>>>
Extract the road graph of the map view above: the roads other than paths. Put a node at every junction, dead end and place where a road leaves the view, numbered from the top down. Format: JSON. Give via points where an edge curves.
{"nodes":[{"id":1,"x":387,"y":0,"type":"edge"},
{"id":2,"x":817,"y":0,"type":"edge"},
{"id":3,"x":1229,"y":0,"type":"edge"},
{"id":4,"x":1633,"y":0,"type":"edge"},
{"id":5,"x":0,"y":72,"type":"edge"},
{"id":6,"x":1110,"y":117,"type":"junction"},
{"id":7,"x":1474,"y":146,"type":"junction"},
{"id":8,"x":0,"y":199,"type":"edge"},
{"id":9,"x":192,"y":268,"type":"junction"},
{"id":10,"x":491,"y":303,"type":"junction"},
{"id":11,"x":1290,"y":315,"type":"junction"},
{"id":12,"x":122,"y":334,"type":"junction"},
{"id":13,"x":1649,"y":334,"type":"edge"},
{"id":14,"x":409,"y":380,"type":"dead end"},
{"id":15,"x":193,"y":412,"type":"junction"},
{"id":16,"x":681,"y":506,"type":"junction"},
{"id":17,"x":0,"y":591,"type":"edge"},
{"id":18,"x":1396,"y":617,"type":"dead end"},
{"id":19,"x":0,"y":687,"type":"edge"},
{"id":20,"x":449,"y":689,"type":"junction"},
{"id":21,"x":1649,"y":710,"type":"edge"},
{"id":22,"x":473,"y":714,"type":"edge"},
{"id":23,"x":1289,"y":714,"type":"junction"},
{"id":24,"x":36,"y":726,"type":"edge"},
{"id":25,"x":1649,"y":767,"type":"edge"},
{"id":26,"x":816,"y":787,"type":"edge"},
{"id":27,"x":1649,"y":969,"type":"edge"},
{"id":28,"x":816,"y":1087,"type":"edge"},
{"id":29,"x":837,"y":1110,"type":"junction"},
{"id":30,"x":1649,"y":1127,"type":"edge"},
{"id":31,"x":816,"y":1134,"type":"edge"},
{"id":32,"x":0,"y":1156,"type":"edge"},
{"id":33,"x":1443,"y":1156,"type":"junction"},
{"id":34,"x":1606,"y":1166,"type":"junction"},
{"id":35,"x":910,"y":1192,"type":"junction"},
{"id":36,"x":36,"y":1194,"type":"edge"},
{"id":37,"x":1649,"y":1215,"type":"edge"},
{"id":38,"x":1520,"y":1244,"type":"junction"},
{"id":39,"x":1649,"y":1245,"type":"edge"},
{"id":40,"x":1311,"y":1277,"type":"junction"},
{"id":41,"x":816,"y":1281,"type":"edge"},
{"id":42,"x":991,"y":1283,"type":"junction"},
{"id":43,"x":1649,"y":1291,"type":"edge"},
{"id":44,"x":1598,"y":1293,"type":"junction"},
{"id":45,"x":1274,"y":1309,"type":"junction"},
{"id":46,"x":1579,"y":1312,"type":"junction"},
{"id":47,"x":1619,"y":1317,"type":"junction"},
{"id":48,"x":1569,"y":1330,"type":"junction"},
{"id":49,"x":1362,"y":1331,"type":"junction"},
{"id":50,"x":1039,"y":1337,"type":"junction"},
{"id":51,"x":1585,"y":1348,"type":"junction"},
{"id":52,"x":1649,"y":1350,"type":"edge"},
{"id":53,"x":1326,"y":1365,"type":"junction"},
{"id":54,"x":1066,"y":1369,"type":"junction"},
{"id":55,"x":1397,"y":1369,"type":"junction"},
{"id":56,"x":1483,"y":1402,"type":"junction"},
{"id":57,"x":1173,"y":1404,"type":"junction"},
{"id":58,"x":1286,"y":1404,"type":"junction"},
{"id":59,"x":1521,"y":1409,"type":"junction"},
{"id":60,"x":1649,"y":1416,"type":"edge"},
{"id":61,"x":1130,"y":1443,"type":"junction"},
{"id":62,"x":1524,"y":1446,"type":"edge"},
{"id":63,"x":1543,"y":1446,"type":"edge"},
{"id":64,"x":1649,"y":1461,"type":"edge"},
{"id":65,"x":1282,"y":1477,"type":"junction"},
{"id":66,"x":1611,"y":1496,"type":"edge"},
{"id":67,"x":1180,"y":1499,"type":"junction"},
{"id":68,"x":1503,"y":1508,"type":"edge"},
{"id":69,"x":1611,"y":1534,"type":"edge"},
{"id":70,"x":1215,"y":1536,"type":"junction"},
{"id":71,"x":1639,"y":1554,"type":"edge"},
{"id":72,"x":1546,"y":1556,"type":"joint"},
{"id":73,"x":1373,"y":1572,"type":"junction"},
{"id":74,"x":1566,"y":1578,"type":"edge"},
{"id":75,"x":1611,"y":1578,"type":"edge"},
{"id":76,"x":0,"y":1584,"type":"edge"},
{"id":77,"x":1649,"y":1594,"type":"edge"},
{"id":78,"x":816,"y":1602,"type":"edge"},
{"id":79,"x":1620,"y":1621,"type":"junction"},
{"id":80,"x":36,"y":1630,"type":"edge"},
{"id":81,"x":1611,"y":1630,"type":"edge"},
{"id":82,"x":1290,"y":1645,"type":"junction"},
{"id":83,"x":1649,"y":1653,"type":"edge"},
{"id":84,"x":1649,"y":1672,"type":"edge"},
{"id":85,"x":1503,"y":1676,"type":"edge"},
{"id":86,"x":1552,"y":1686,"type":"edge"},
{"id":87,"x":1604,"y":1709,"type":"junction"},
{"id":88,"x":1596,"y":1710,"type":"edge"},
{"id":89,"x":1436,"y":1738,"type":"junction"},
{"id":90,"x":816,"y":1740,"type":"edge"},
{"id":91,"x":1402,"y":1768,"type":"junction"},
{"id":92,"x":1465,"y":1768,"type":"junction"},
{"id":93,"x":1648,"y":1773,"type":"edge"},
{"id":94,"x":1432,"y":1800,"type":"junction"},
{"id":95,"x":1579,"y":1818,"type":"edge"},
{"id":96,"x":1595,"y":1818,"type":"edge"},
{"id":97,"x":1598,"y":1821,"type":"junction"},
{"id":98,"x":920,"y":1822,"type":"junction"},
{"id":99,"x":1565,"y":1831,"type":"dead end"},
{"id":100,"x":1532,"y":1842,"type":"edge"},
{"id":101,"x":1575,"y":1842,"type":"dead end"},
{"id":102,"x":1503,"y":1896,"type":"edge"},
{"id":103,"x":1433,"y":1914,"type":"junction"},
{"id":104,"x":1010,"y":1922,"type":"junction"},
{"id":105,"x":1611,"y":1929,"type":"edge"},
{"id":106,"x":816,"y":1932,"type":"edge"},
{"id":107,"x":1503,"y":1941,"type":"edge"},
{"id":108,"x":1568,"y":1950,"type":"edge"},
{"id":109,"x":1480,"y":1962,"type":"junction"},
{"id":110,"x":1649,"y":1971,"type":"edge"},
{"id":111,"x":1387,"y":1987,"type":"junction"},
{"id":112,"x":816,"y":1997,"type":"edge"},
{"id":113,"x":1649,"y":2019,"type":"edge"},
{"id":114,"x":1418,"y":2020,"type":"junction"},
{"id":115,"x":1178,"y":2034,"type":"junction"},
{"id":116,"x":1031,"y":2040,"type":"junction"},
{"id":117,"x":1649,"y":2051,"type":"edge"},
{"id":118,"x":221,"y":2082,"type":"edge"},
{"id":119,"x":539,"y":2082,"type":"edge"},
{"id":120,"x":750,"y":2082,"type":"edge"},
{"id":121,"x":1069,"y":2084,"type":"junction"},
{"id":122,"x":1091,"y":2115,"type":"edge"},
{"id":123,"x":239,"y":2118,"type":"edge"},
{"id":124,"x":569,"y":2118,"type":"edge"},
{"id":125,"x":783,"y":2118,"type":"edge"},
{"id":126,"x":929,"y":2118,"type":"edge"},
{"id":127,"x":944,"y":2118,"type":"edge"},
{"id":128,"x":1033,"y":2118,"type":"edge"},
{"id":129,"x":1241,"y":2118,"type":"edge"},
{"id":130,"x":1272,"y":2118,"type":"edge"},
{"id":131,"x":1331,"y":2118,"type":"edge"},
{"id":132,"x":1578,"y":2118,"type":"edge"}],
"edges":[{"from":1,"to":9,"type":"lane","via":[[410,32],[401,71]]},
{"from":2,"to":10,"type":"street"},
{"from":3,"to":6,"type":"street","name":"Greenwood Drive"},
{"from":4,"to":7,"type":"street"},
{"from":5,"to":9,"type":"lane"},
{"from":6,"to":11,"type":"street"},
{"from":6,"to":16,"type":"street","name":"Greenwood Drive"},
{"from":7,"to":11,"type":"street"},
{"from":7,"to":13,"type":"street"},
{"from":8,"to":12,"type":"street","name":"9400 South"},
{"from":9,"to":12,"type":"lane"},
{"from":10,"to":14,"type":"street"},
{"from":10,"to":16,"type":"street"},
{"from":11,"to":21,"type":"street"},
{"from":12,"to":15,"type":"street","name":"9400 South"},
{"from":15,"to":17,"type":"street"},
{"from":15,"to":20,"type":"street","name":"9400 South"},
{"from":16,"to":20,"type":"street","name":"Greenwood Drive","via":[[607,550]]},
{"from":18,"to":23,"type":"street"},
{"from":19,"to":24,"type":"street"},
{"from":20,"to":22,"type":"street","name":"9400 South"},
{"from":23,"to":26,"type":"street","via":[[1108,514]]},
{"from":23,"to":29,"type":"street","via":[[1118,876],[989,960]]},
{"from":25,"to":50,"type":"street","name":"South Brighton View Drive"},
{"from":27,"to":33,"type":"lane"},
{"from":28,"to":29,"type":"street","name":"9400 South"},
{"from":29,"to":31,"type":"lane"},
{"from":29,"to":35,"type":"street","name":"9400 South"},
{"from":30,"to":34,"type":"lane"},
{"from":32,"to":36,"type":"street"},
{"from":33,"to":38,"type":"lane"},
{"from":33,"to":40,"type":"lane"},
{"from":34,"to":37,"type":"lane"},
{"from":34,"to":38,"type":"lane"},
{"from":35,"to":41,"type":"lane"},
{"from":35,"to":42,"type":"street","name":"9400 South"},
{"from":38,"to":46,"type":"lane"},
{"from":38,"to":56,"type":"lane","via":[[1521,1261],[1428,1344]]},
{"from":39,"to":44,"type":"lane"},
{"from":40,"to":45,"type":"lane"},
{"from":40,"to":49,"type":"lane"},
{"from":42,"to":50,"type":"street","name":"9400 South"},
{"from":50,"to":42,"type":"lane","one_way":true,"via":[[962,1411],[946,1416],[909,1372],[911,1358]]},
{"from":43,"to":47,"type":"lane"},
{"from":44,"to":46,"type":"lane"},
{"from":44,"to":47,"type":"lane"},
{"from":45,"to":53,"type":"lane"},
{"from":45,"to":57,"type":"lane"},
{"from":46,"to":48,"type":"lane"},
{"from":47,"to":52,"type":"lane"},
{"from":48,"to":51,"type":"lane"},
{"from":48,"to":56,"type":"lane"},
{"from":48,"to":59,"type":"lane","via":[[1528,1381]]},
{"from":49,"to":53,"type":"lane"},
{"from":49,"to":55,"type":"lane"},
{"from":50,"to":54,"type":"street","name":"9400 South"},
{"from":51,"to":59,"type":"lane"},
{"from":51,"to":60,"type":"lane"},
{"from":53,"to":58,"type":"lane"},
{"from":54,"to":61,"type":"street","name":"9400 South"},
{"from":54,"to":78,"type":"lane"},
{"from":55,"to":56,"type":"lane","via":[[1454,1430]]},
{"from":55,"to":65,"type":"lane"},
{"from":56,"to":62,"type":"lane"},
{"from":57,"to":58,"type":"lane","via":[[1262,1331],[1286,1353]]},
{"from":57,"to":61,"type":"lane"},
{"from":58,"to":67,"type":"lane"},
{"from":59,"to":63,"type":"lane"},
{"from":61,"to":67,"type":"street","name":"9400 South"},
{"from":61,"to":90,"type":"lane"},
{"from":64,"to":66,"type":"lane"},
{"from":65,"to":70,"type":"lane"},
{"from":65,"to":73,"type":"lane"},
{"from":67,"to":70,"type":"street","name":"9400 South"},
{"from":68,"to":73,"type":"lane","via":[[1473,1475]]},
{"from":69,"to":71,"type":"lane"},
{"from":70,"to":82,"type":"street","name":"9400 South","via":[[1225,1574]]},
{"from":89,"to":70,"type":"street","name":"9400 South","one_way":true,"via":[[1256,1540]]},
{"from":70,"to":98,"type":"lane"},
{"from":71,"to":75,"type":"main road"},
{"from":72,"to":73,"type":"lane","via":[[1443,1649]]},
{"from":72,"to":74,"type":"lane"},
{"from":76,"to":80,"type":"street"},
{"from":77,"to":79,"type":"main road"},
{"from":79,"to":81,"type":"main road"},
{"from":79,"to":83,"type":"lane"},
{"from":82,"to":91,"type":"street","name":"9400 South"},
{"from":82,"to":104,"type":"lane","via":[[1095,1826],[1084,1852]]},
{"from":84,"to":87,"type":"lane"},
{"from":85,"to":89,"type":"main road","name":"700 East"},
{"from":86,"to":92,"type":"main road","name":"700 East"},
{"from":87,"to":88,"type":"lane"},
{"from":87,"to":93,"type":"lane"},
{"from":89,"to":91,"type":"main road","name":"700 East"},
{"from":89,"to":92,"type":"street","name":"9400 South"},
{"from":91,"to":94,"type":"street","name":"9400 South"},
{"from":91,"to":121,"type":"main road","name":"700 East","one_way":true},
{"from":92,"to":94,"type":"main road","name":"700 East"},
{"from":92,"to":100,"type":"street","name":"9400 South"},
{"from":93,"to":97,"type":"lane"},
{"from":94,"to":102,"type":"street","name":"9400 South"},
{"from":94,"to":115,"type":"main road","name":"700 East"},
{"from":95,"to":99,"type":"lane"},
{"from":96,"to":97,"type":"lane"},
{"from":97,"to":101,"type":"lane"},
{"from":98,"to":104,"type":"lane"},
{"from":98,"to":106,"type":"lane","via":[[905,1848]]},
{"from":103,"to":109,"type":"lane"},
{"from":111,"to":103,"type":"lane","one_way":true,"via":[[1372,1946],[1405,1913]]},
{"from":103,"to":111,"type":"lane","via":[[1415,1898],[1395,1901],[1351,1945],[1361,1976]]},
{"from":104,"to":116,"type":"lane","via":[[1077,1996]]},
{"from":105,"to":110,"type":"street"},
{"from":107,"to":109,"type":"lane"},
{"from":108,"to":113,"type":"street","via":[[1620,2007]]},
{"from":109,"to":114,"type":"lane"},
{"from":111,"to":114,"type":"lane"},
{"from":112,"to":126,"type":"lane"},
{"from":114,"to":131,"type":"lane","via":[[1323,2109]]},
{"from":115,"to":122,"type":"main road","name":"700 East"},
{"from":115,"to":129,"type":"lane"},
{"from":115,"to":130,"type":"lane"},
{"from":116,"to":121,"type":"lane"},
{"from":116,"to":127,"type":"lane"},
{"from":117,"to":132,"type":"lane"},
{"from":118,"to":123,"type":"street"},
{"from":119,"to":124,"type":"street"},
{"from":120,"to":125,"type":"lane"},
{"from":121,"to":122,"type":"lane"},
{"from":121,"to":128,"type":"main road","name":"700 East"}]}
<<<
→ Work request
Filter the records for lines containing the word "Greenwood" and copy each one.

→ Solution to this problem
{"from":3,"to":6,"type":"street","name":"Greenwood Drive"},
{"from":6,"to":16,"type":"street","name":"Greenwood Drive"},
{"from":16,"to":20,"type":"street","name":"Greenwood Drive","via":[[607,550]]},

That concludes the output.